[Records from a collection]
▶
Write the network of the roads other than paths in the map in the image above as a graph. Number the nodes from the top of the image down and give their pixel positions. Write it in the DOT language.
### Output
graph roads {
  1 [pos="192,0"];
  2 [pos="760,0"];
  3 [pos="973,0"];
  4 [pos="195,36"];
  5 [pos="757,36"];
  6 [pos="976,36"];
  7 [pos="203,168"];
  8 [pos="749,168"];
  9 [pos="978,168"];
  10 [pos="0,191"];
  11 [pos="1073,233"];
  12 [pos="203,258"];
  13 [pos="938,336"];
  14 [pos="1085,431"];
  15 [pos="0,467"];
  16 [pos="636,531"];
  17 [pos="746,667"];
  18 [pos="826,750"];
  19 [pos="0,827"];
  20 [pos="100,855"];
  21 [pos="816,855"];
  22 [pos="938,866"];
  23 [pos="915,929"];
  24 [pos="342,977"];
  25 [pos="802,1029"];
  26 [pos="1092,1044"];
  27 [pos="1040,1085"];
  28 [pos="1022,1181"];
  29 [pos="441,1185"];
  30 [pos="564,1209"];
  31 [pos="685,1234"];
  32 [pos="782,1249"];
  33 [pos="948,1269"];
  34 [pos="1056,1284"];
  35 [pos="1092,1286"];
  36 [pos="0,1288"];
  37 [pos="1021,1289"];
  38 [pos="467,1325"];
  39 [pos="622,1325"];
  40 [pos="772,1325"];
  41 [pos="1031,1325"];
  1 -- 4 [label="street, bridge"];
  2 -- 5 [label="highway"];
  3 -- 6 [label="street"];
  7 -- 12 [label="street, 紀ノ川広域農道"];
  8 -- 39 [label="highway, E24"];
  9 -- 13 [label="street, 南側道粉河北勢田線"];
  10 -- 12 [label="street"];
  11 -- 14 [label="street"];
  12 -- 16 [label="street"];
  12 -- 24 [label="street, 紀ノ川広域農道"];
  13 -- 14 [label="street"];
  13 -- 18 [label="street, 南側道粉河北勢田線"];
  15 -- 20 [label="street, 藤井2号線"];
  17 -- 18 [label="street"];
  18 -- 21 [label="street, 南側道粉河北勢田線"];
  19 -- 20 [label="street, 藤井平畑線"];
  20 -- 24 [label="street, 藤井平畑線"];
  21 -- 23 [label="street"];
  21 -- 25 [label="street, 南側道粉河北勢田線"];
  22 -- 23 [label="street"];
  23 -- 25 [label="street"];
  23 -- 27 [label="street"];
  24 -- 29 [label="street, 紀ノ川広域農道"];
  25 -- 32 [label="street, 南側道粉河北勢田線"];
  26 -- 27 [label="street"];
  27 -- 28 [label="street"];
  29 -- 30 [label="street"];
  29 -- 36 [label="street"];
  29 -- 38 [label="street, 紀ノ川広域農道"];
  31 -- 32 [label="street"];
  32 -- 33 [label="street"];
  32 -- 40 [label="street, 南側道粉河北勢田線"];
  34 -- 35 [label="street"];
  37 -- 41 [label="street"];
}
◀
Which lines in the data hold the string "南側道粉河北勢田線"? Copy each of them.

  9 -- 13 [label="street, 南側道粉河北勢田線"];
  13 -- 18 [label="street, 南側道粉河北勢田線"];
  18 -- 21 [label="street, 南側道粉河北勢田線"];
  21 -- 25 [label="street, 南側道粉河北勢田線"];
  25 -- 32 [label="street, 南側道粉河北勢田線"];
  32 -- 40 [label="street, 南側道粉河北勢田線"];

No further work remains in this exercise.